The problem
The data below should be transcribed in full, with no picture included.

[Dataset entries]
========================

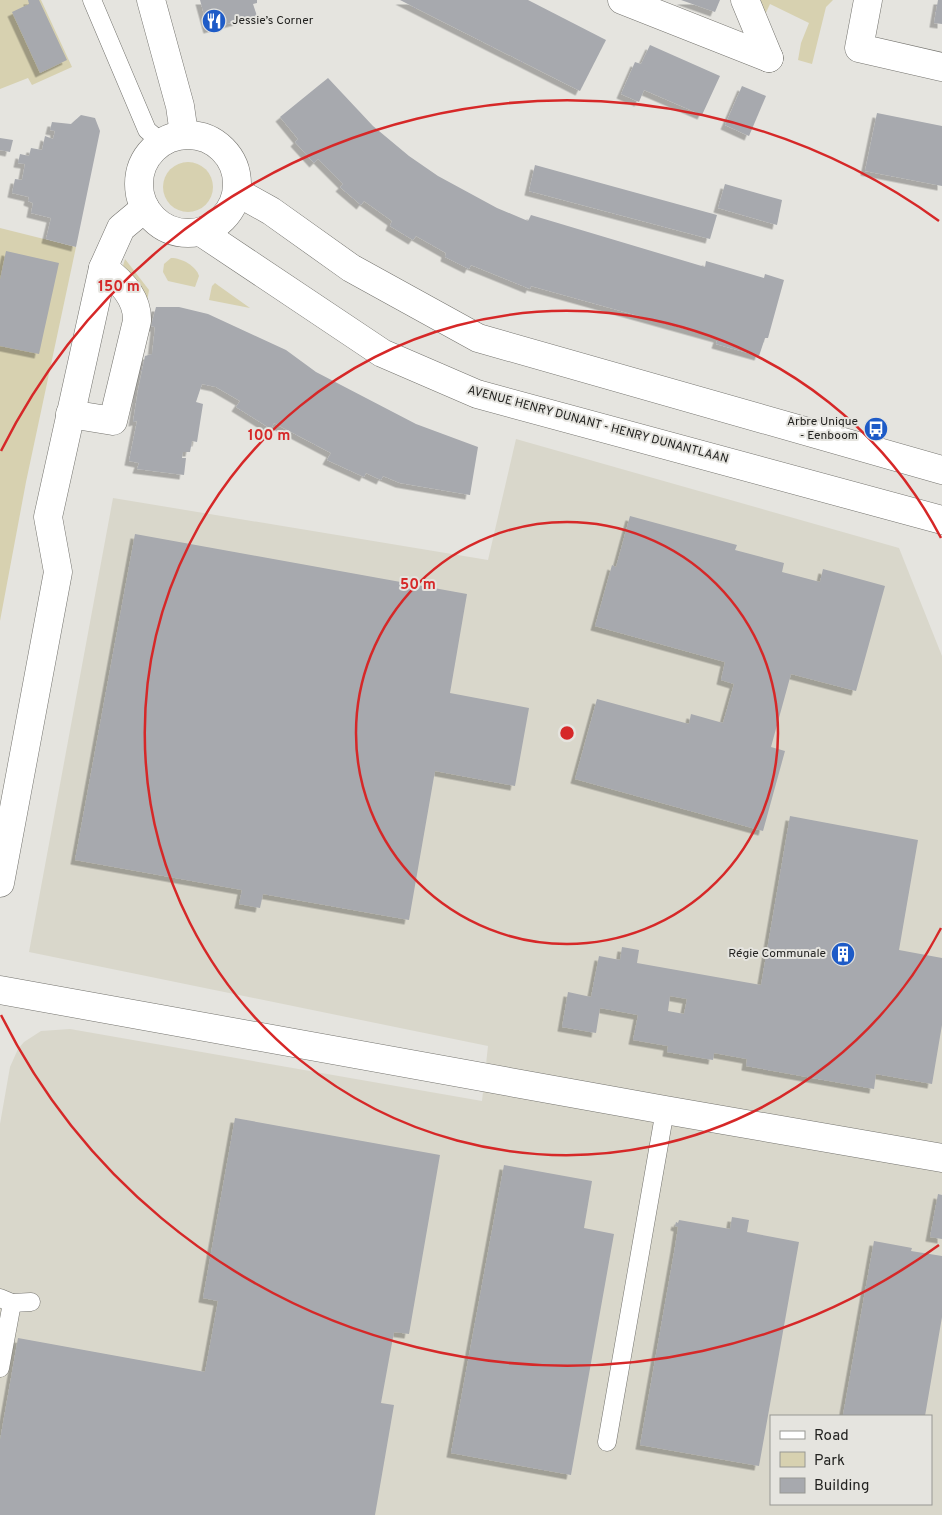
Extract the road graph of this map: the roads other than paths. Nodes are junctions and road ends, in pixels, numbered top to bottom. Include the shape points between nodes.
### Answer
1 (92, 0) edge
2 (151, 0) edge
3 (622, 0) edge
4 (745, 0) edge
5 (868, 0) edge
6 (942, 67) edge
7 (172, 138) junction
8 (237, 192) junction
9 (145, 208) junction
10 (201, 232) junction
11 (102, 268) junction
12 (70, 414) junction
13 (942, 470) edge
14 (942, 520) edge
15 (0, 882) edge
16 (0, 990) edge
17 (664, 1110) junction
18 (942, 1158) edge
19 (6, 1300) edge
20 (31, 1302) dead end
21 (0, 1368) edge
22 (607, 1442) dead end

1 - 7 lane via 147,130
2 - 7 street via 180,106
3 - 4 street via 768,58
5 - 6 street via 858,48
7 - 8 street via 199,135 225,150 238,177
7 - 9 street via 150,153 142,166 139,182
8 - 10 street via 225,217
8 - 13 street via 271,211 350,268 478,338
9 - 10 street via 158,223 171,230
9 - 11 street via 121,228
10 - 14 street, AVENUE HENRY DUNANT - HENRY DUNANTLAAN via 382,353 477,394
11 - 12 street
11 - 12 street via 119,279 133,299 137,321 113,421
12 - 15 street via 48,517 58,572
16 - 17 street
17 - 18 street
17 - 22 lane
19 - 20 lane
19 - 21 lane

========================

Response to this task
Extract the road graph of this map: the roads other than paths. Nodes are junctions and road ends, in pixels, numbered top to bottom. Include the shape points between nodes.
### Answer
1 (92, 0) edge
2 (151, 0) edge
3 (622, 0) edge
4 (745, 0) edge
5 (868, 0) edge
6 (942, 67) edge
7 (172, 138) junction
8 (237, 192) junction
9 (145, 208) junction
10 (201, 232) junction
11 (102, 268) junction
12 (70, 414) junction
13 (942, 470) edge
14 (942, 520) edge
15 (0, 882) edge
16 (0, 990) edge
17 (664, 1110) junction
18 (942, 1158) edge
19 (6, 1300) edge
20 (31, 1302) dead end
21 (0, 1368) edge
22 (607, 1442) dead end

1 - 7 lane via 147,130
2 - 7 street via 180,106
3 - 4 street via 768,58
5 - 6 street via 858,48
7 - 8 street via 199,135 225,150 238,177
7 - 9 street via 150,153 142,166 139,182
8 - 10 street via 225,217
8 - 13 street via 271,211 350,268 478,338
9 - 10 street via 158,223 171,230
9 - 11 street via 121,228
10 - 14 street, AVENUE HENRY DUNANT - HENRY DUNANTLAAN via 382,353 477,394
11 - 12 street
11 - 12 street via 119,279 133,299 137,321 113,421
12 - 15 street via 48,517 58,572
16 - 17 street
17 - 18 street
17 - 22 lane
19 - 20 lane
19 - 21 lane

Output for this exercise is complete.